Example floating
Example floating
MANADO

Benteng Kokoh Sulawesi Utara

×

Benteng Kokoh Sulawesi Utara

Sebarkan artikel ini

Oleh: Suhendro Boroma
Sekretaris JAJAK Sulut

detiKawanua.com – INSIDEN di Perumahan Agape Tumaluntung, Minut beberapa hari terakhir ini menyita perhatian banyak pihak. TNI-Polri dengan cepat telah memperbaiki kerusakan gedung yang sehari-harinya digunakan warga muslim Perumahan Agape untuk melaksanakan ibadah. Proses hukum sedang dijalankan oleh jajaran Polri, dan berbagai elemen masyarakat, tokoh-tokoh agama, pemerintah dan tokoh-tokoh lintas agama dan budaya menyerukan dan meminta agar semua pihak menahan diri, tetap menjaga kerukunan dan kedamaian di bumi Nyiur Melambai.

Warga dan para pemimpin di Perumahan Agape telah bertemu, bermusyawarah dan menelorkan “Deklarasi Damai” Sabtu (1/2) lalu. Deklarasi Damai tersebut memuat delapan poin. Intinya menolak tindakan radikal, intoleran, menjaga kerukunan dan kedamaian, mengedepankan penegakan hukum, dan berkomitmen menjaga “torang samua basudara”. Perijinan pendirian rumah ibadah agar dilengkapi dan dilakukan sesuai peraturan yang berlaku, dan umat muslim di Perum Agape boleh melaksanakan sholat di musholah yang sudah diperbaiki.

Dari dokumen yang beredar, Deklarasi Damai itu ditandatangani oleh tokoh-tokoh yang mewakili umat Kristen, Islam, pemerintah, tokoh agama, tokoh masyarakat, dan Forkompida Minut.
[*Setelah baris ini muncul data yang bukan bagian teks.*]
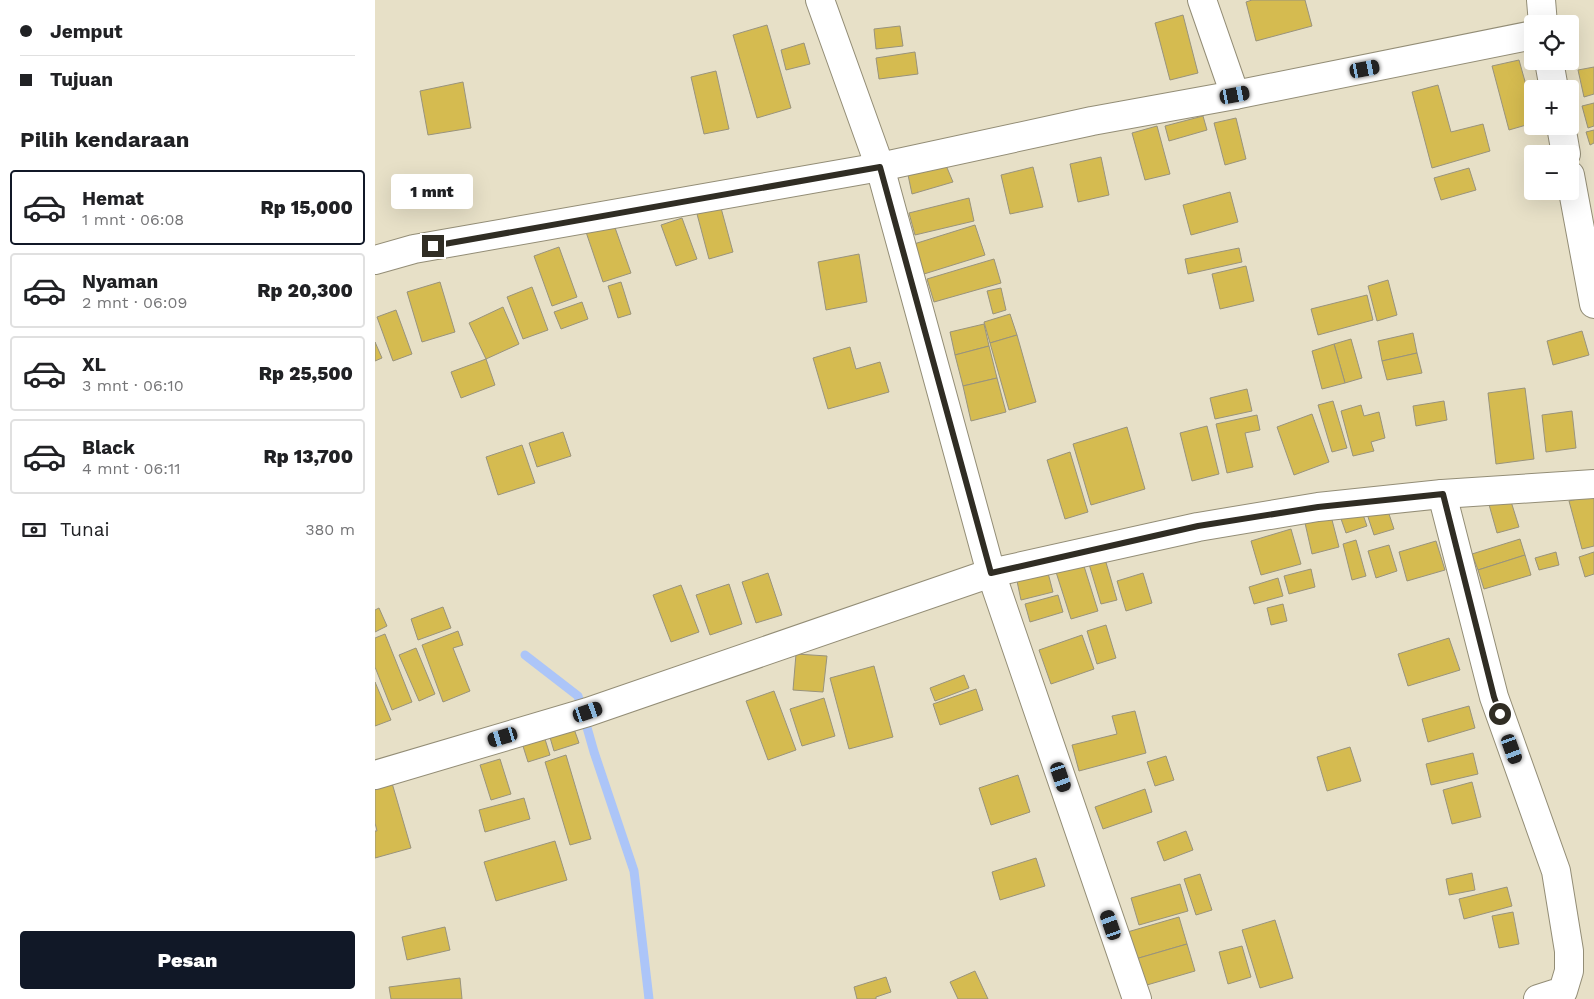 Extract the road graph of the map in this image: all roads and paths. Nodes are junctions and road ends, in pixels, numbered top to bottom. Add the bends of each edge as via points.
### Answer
1 (820, 0) edge
2 (1202, 0) edge
3 (1541, 0) edge
4 (1542, 15) edge
5 (1524, 37) edge
6 (1235, 95) junction
7 (880, 167) junction
8 (1575, 200) edge
9 (376, 255) edge
10 (1594, 304) edge
11 (1594, 484) edge
12 (1443, 494) junction
13 (991, 573) junction
14 (375, 775) edge
15 (1137, 999) edge
16 (1538, 999) edge

1 - 7 street
2 - 6 street
3 - 4 street
5 - 6 street
6 - 7 street via 1091,121
7 - 9 street
7 - 13 street
8 - 10 street
11 - 12 street
12 - 13 street via 1318,507 1198,526
12 - 16 street via 1494,697 1556,871 1569,951 1569,972 1563,991
13 - 14 street via 582,713
13 - 15 street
Juga disaksikan Gubernur Olly Dondokambey, Kapolda Irjen Sigit Tri Hardjanto, dan jajaran Forkompinda Sulut.

Boleh jadi, Deklarasi Damai ini tak memuaskan berbagai pihak. Tetapi, hendaknya semua pihak punya kesepakatan yang sama: menjaga Sulawesi Utara, bumi Nyiur Melambai tetap rukun dan damai. Inilah ‘titik temu’ dan tujuan kita semua. Tidak saja untuk menjaga reputasi Sulut sebagai “percontohan hidup rukun dan damai”. Tapi itulah perintah semua agama yang kita anut, akar kearifan lokal, dan salah satu wujud “kemuliaan budaya” warga Sulut.

Dengan reputasi, kearifan lokal, dan kemuliaan budaya tersebut, Sulut memiliki banyak kepeloporan dan keteladanan tentang toleransi dan hidup berdampingan secara damai. Kampung Jawa Tondano (Jaton), Mesjid Al Muhajirin, Gereja GMIBM Immanuel, dan Pura Puseh satu halaman di Desa Mopuya Selatan, Dumoga, Bolmong, dan paling terakhir Munumen Bukit Kasih di Kanonang, Minahasa, merupakan tiga dari sekian banyak puncak-puncak keteladanan hidup rukun damai langgeng di Sulut.

Ketika terjadi kerusuhan dan konflik horisontal di Ambon, Ternate, Halmahera, dan Poso di tahun 2000-2002, Sulut menjadi “rumah rukun damai” bagi mereka yang menjadi korban konflik. Mereka yang mengungsi ke Sulut pada waktu itu membawa penderitaan, kepedihan, kekelaman, dan semua memori yang bisa menyulut tindakan destruktif. Tetapi, yang luar biasa, semua itu “melebur dalam budaya rukun dan damai” warga Sulut.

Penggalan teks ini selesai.